Arts & cultures/Expositions & musées

Dirty Fifties

Emeline Cocq, le 07/03/2012`

Back to the fifties avec l’expo photo à la Bubble Factory de Emilie Stisi, dont l’œil acidulé et la pop saillante sauront raviver la pin-up qui est en vous. Seize clichés sophistiqués, sortis tout droit de son modeste studio, brossent le portrait d’une époque qui vouait déjà un culte au consumérisme, encore à ses balbutiements. Mécanos virils, serveuses aux lèvres pulpeuses, chanteuses noires à la Supremes sont les personnages contrastés de cette comédie humaine envisagée de façon comique et joyeuse. Les Marilyn et les James Dean au placard …
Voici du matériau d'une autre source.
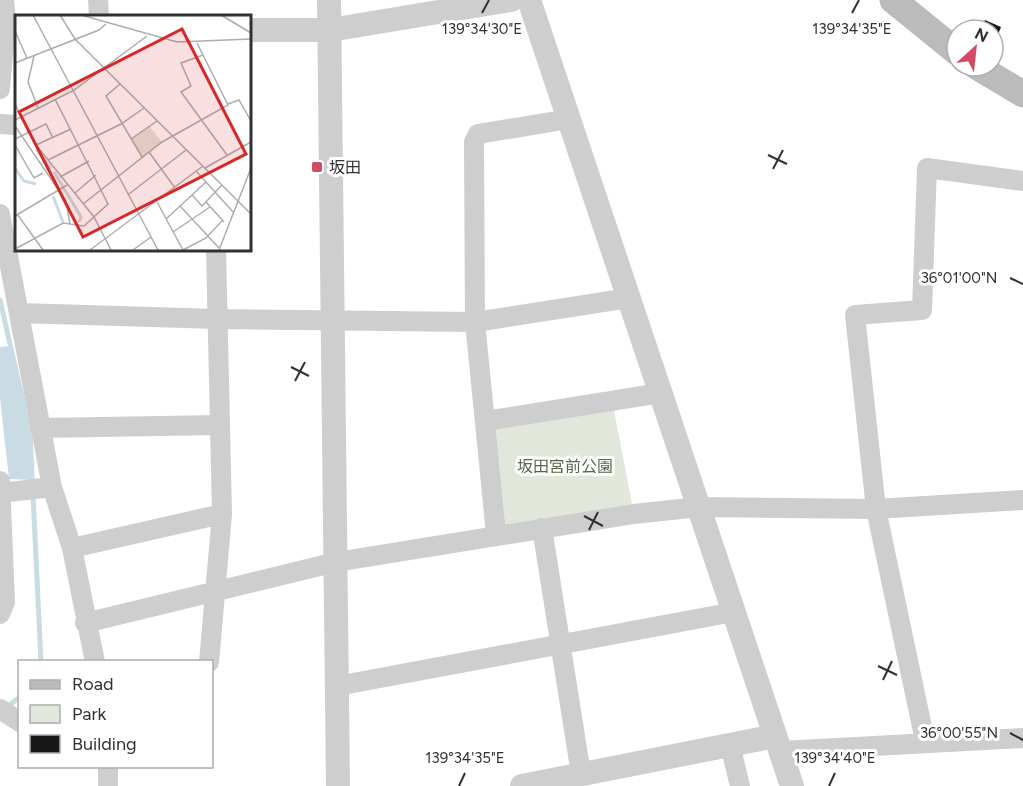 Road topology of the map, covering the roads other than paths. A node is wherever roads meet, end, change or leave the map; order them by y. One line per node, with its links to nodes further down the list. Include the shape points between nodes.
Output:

Difficile de ne pas se retenir dès les premières notes de la chanson « Be My Baby » des Ronettes : « Eh ! C’est la musique de Dirty Danciiing !! » … Heureusement, l’ambiance du salon de coiffure Bubble Factory n’est pas au mélodrame. C’est même le lieu parfait pour exposer des photos à la fois superficielles et profondes : « Le sourire niais des femmes mêlé aux tatouages, c’est un beau contraste, affirme Emilie Stisi. C’est toujours plus drôle s’il y a contraste ! ». Cette jeune photographe de 21 ans expose pour la première fois une série de clichés qu’elle obtient avec le minimum vital : le plus souvent, deux torches, sa fenêtre, des vêtements achetés aux puces, quelques façonneurs de lumière. Le résultat est néanmoins surprenant de technicité : « Au Ce3p [ndlr : école de photographie], tu prends conscience de la nécessité d’avoir un bon matériel. Si tu as l’image en tête, tu dois avoir les compétences techniques pour la mettre en forme. Il n’y a pas de place pour la surprise. » Mais la présence d’un clown rétro et d’une fille blafarde en bigoudis, ne fait-il pas tache parmi ces autres clichés aux angles si bien arrondis ? « J’ai toujours préféré  les personnages du quotidien plutôt aux archétypes. J’adore aussi les freaks, tout ce qui est marginal … »  Les couleurs piquent aux yeux, le côté un peu macabre aussi, qui se devine aisément dans ces sourires émail diamant : « C’est ironique bien sûr. En même temps, les gens à cette époque étaient vraiment heureux de consommer. Ça avait une part de merveilleux. »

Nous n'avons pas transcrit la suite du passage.